We analyze the performance of a splitting technique for the estimation of rare event probabilities by simulation. A straightforward estimator of the probability of an event evaluates the proportion of simulated paths on which the event occurs. If the event is rare, even a large number of paths may produce little information about its probability using this approach. The method we study reinforces promising paths at intermediate thresholds by splitting them into subpaths which then evolve independently. If implemented appropriately, this has the effect of dedicating a greater fraction of the computational effort to informative runs.

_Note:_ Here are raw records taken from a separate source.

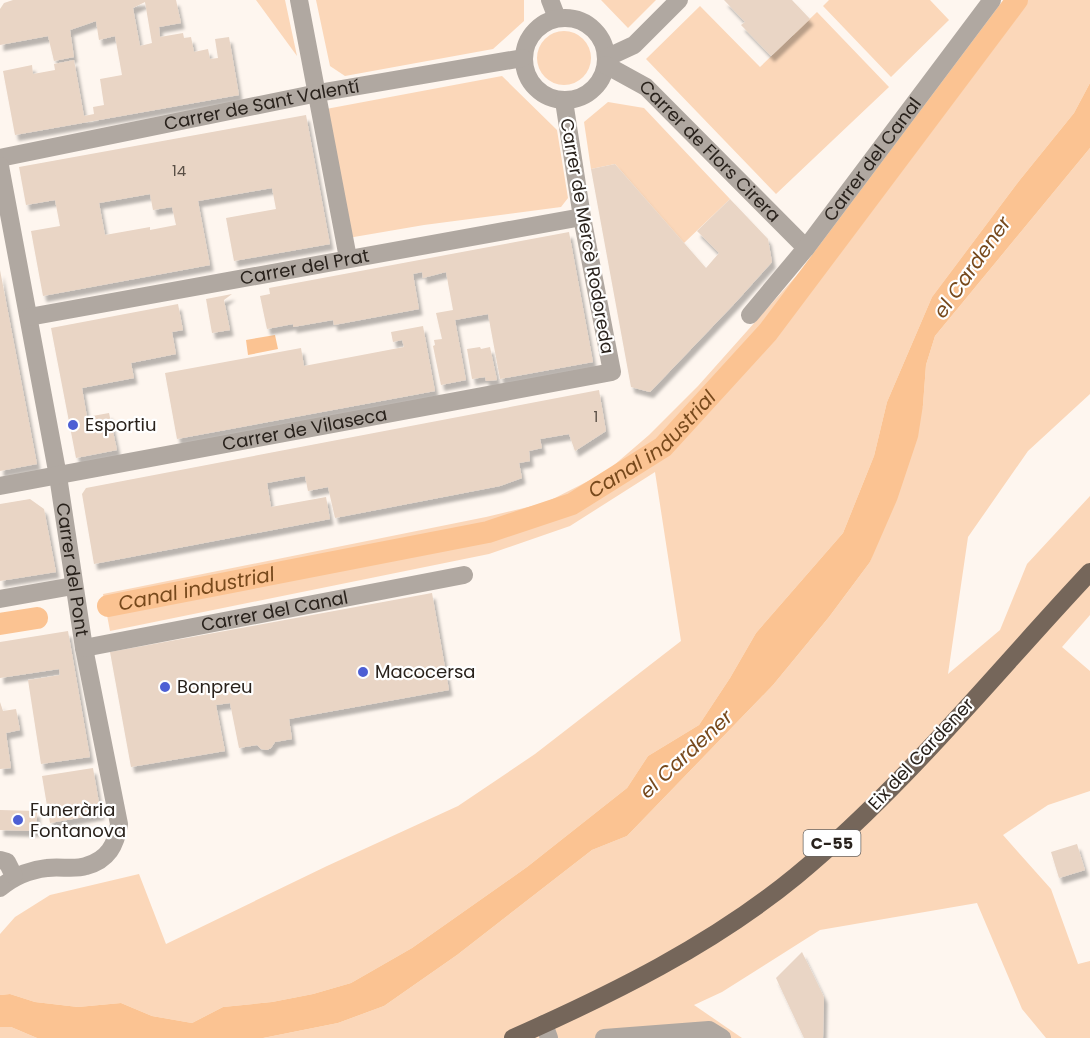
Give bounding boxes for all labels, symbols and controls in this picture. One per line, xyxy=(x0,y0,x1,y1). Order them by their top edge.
street label: Carrer de Sant Valentí xyxy=(162,73,361,136)
street label: Carrer de Flors Cirera xyxy=(634,74,786,227)
street label: Carrer del Canal xyxy=(817,92,927,226)
street label: Carrer de Mercè Rodoreda xyxy=(554,116,621,356)
house number: 14 xyxy=(172,160,186,181)
water label: el Cardener xyxy=(927,210,1018,323)
street label: Carrer del Prat xyxy=(238,243,371,291)
water label: Canal industrial xyxy=(582,384,722,505)
street label: Carrer de Vilaseca xyxy=(220,401,389,456)
house number: 1 xyxy=(594,406,598,427)
place label: Esportiu xyxy=(85,412,157,437)
marker: Esportiu xyxy=(66,418,80,432)
street label: Carrer del Pont xyxy=(50,501,95,638)
water label: Canal industrial xyxy=(116,560,277,618)
street label: Carrer del Canal xyxy=(199,585,350,637)
place label: Macocersa xyxy=(375,659,475,684)
marker: Macocersa xyxy=(356,665,370,679)
place label: Bonpreu xyxy=(177,674,253,699)
marker: Bonpreu xyxy=(158,680,172,694)
street label: Eix del Cardener xyxy=(862,692,979,815)
water label: el Cardener xyxy=(633,703,739,805)
place label: Funerària Fontanova xyxy=(30,797,126,843)
marker: Funerària Fontanova xyxy=(11,813,25,827)
road number: C-55 xyxy=(804,830,860,856)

We analyze the method for a class of models in which, roughly speaking, the number of states through which each threshold can be crossed is bounded. Under additional assumptions, we identify the optimal degree of splitting at each threshold as the rarity of the event increases: It should be set so that the expected number of subpaths reaching each threshold remains roughly constant. Thus implemented, the method is provably effective in a sense appropriate to rare event simulations. These results follow from a branching-process analysis of the method. We illustrate our theoretical results with some numerical examples for queueing models.

Suggested Citation

  • Paul Glasserman & Philip Heidelberger & Perwez Shahabuddin & Tim Zajic, 1999. "Multilevel Splitting for Estimating Rare Event Probabilities," Operations Research, INFORMS, vol. 47(4), pages 585-600, August.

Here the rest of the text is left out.